Your assignment ▸ Scan the entries below for lines holding "Water". Give the number of such lines alone.
** Opening Records supplied block **
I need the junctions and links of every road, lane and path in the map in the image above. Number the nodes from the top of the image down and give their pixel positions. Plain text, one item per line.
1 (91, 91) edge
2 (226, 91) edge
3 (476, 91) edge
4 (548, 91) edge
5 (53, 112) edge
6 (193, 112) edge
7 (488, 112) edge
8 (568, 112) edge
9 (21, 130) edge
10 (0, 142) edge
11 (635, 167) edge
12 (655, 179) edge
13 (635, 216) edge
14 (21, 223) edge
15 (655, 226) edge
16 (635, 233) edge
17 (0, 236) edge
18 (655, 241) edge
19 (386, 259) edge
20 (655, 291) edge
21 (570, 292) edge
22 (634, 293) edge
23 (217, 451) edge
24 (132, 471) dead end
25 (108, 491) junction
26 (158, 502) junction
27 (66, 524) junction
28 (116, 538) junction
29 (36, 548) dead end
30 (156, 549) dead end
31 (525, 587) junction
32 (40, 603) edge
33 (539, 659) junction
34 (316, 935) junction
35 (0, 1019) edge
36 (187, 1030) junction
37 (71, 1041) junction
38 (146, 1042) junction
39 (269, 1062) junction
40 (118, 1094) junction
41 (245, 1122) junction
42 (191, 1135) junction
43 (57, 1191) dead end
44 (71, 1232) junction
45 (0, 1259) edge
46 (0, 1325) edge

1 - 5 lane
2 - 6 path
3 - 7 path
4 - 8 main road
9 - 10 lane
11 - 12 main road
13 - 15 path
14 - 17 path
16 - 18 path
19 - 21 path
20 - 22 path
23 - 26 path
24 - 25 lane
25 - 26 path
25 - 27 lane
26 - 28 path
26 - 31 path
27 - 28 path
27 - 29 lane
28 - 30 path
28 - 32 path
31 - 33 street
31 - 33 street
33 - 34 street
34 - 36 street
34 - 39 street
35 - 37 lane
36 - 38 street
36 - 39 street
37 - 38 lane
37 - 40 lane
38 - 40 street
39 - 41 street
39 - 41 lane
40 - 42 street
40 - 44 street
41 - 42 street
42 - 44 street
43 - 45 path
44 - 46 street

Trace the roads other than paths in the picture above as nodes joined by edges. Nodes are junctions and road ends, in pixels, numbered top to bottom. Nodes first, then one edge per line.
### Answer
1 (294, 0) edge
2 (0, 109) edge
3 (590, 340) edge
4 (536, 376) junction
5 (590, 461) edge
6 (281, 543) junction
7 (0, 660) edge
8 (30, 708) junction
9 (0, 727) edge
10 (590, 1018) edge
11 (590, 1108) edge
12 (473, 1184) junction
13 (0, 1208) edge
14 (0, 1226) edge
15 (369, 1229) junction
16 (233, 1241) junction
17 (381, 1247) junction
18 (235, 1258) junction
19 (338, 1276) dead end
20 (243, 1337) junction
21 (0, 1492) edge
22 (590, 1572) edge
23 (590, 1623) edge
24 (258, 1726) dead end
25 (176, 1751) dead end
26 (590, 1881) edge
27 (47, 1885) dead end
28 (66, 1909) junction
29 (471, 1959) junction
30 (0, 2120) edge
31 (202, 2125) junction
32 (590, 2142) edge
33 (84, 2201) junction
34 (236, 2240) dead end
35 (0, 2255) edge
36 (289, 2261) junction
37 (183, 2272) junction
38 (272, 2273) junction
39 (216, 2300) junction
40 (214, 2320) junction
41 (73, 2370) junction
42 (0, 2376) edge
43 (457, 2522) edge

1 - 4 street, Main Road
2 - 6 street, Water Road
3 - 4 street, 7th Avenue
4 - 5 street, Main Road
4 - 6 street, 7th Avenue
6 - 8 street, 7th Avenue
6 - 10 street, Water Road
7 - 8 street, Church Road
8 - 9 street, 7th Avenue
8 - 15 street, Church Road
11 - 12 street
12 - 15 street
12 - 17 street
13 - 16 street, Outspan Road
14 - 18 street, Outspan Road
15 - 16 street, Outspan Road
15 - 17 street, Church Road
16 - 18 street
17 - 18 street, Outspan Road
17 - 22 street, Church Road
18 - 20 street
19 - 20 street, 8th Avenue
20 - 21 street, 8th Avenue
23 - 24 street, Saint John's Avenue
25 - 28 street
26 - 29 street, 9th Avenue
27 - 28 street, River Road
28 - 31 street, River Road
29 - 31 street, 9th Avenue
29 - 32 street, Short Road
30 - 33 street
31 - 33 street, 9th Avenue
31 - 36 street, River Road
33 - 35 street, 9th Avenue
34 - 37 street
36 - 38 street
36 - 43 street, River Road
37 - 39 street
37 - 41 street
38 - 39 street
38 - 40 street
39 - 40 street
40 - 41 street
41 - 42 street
** Closing Records supplied block **
Answer below ▸ 2